Veränderungen der Erythrozyten und Retikulozyten im Blutbild

Ein Fachartikel von Lea Schnurbus, Berlin – aktualisiert am 26.02.2015 (Medizinstudentin im praktischen Jahr. Lehrtätigkeit an der LMU München im Fachbereich der Neurophysiologie und Forschungstätigkeit in der Neurochirurgie der TU München. Autorin von wissenschaftlichen Publikationen.)

Veränderungen der Retikulozytenzahl

Störungen im BlutbildIm Routinelabor ist eine Bestimmung der Retikulozytenanteil nicht vorgesehen, da sie nur bei besonderen Fragestellungen eine Bedeutung hat. Der Anteil der Retikulozyten im Blut ist zeigt an, ob die Neubildung der Erythrozyten, die im Knochenmark stattfindet, gestört ist oder nicht.
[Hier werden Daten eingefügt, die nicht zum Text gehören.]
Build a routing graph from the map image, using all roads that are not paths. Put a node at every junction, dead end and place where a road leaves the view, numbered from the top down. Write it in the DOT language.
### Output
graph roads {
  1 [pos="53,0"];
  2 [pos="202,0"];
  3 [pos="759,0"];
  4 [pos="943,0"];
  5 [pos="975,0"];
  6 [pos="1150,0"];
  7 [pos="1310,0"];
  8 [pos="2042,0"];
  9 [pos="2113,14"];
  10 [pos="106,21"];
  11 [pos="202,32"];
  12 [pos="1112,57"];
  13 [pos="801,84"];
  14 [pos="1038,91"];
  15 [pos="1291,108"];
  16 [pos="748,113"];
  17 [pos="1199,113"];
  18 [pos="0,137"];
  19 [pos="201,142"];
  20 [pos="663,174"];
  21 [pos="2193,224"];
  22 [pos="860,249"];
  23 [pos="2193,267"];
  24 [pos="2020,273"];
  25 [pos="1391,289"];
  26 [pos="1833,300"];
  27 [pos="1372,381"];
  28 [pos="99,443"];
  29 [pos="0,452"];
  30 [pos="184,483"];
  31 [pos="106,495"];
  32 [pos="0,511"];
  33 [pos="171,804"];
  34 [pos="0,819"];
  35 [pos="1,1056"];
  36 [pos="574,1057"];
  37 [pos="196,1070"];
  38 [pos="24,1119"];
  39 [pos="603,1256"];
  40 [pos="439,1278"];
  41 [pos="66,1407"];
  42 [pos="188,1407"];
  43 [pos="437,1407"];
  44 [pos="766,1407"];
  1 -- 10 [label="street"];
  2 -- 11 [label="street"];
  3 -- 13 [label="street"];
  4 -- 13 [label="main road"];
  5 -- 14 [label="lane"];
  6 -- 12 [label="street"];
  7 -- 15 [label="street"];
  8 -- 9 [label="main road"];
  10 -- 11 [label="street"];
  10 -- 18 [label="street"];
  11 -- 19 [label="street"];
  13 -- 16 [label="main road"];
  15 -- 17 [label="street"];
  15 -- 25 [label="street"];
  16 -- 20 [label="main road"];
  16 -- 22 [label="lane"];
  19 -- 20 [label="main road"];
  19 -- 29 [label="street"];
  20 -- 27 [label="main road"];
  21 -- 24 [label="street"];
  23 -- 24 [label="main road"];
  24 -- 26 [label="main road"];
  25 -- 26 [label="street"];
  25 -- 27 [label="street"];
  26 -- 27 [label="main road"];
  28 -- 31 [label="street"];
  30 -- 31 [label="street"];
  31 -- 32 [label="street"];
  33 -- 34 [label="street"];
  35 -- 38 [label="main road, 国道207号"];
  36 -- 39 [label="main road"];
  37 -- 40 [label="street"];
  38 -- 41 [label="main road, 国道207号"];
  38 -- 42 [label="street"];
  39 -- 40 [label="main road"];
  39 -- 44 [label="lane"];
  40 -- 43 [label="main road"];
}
Darüber hinaus kann durch diese Daten differenziert werden, ob es eine Störung der Bildung selbst (erniedrigte oder normale Werte) oder eine Störung des Umsatzes (erhöhte Werte) ist. Sollte der Retikulozytenwert erniedrigte sein, muss an eine Blutbildungsstörung (Störung des Knochenmarks) gedacht werden, die durch eine Anämie aufgrund chronischer Erkrankungen, eine Eisenmangelanämie oder auch eine makrozytäre Anämie begründet sein kann.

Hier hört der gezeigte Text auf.